§ **To do**
Each line containing the string "Shopping" should be copied out of the entries.
━━━ Supplied material ━━━
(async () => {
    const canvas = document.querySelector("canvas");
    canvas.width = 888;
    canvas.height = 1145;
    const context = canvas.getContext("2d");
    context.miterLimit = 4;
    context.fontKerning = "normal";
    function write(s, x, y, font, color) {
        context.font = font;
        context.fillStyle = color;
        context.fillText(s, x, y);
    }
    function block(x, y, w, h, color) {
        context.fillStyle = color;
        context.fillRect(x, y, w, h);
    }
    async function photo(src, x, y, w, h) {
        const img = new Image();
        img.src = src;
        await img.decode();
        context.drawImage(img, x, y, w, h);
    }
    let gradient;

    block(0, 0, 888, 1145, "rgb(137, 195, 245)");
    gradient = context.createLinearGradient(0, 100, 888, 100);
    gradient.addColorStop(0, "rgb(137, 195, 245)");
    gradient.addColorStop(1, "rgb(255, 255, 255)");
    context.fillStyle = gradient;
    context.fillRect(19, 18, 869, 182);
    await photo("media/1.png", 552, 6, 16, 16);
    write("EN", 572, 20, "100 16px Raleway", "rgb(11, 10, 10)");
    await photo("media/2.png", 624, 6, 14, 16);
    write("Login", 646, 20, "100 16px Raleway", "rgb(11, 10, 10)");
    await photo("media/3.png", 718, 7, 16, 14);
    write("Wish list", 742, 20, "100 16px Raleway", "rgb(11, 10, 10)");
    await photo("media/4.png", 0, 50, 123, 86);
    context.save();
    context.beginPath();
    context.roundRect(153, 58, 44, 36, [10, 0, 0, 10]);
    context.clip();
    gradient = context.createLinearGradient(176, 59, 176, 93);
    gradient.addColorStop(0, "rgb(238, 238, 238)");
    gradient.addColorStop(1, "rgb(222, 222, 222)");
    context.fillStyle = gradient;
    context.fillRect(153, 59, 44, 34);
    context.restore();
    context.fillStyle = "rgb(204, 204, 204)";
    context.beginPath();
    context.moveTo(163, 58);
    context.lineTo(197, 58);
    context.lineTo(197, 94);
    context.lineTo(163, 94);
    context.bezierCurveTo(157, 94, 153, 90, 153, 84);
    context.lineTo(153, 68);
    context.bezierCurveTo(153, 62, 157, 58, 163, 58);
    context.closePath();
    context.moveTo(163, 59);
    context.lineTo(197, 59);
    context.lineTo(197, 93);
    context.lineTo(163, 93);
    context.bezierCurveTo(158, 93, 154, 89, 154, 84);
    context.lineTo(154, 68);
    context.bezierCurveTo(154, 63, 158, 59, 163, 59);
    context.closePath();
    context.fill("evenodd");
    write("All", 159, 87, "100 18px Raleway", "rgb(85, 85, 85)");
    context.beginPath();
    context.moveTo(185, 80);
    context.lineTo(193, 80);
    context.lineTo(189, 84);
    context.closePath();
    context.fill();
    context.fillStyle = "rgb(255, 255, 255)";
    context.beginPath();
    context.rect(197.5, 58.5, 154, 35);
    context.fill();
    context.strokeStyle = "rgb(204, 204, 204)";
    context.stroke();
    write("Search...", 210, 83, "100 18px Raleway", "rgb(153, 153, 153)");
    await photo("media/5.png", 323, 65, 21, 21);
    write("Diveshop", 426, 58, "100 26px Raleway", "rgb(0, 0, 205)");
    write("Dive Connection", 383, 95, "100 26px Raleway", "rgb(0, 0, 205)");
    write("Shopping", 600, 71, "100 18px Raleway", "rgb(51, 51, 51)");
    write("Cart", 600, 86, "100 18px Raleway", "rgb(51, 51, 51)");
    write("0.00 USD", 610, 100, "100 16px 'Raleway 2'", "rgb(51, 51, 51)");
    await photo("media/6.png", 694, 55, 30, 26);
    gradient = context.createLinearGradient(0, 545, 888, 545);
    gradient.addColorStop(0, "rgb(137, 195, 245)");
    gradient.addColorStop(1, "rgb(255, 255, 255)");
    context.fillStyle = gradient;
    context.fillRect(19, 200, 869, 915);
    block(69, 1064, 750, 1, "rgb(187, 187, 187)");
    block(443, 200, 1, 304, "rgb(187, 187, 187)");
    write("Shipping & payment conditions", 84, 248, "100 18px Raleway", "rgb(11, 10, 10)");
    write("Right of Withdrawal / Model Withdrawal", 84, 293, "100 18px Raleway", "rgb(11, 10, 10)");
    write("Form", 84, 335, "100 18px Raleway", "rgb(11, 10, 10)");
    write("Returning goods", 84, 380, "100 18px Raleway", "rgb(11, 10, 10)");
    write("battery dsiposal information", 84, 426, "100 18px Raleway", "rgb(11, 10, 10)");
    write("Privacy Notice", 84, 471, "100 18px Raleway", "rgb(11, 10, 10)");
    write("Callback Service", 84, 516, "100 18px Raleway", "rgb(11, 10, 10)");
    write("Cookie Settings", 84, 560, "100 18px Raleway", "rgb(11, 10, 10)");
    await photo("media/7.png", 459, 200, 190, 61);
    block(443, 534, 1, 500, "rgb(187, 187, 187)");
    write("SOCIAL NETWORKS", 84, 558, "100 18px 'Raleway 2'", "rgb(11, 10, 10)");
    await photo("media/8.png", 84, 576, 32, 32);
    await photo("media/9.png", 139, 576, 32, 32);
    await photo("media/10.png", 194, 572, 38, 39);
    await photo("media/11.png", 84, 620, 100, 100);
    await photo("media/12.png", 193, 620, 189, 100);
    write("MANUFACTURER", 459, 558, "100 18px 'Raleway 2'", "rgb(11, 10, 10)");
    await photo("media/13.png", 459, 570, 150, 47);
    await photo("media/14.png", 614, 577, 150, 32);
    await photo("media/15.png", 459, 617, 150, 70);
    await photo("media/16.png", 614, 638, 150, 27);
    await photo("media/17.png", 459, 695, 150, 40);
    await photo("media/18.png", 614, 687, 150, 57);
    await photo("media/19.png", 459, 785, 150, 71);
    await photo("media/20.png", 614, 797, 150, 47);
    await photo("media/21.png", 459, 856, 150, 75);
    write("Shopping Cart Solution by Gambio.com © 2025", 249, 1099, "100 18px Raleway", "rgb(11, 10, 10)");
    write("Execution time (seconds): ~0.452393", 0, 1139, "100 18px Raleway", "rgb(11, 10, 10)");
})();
━━━
§ **Answer box**
    write("Shopping", 600, 71, "100 18px Raleway", "rgb(51, 51, 51)");
    write("Shopping Cart Solution by Gambio.com © 2025", 249, 1099, "100 18px Raleway", "rgb(11, 10, 10)");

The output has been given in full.